[Stored data entries]
+++

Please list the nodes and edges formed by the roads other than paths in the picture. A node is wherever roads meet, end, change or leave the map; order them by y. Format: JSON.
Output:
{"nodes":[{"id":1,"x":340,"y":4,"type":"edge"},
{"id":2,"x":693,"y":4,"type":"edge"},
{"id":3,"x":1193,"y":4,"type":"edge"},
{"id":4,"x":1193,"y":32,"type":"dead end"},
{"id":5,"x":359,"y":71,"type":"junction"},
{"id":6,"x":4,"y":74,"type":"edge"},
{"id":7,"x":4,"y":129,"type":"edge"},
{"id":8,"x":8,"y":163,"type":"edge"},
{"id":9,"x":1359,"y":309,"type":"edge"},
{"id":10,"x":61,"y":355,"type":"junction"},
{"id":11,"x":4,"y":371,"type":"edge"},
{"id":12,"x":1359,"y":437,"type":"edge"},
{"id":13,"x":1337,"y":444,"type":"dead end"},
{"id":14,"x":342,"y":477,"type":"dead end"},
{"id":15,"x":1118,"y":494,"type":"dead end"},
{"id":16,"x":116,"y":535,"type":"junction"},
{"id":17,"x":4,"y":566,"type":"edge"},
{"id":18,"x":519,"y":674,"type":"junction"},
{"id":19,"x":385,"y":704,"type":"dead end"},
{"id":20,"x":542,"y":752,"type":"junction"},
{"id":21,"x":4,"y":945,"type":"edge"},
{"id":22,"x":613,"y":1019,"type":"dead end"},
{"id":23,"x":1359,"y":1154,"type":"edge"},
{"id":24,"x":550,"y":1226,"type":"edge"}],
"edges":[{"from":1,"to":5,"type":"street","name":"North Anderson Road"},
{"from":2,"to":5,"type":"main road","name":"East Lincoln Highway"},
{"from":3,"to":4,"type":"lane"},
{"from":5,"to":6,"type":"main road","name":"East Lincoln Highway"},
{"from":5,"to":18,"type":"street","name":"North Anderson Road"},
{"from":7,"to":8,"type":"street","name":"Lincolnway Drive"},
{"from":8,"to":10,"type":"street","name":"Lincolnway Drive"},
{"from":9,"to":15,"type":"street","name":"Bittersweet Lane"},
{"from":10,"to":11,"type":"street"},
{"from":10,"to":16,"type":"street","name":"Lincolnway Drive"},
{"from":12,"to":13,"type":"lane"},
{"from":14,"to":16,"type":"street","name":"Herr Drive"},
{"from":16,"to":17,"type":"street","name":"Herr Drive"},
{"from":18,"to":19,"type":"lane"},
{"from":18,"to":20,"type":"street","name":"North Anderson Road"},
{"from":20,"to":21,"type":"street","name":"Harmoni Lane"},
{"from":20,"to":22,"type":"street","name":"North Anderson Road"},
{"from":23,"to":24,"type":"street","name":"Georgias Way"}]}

+++

Goal of the exercise
In the records above, find each line with the string "North" and list it.

Your response
"edges":[{"from":1,"to":5,"type":"street","name":"North Anderson Road"},
{"from":5,"to":18,"type":"street","name":"North Anderson Road"},
{"from":18,"to":20,"type":"street","name":"North Anderson Road"},
{"from":20,"to":22,"type":"street","name":"North Anderson Road"},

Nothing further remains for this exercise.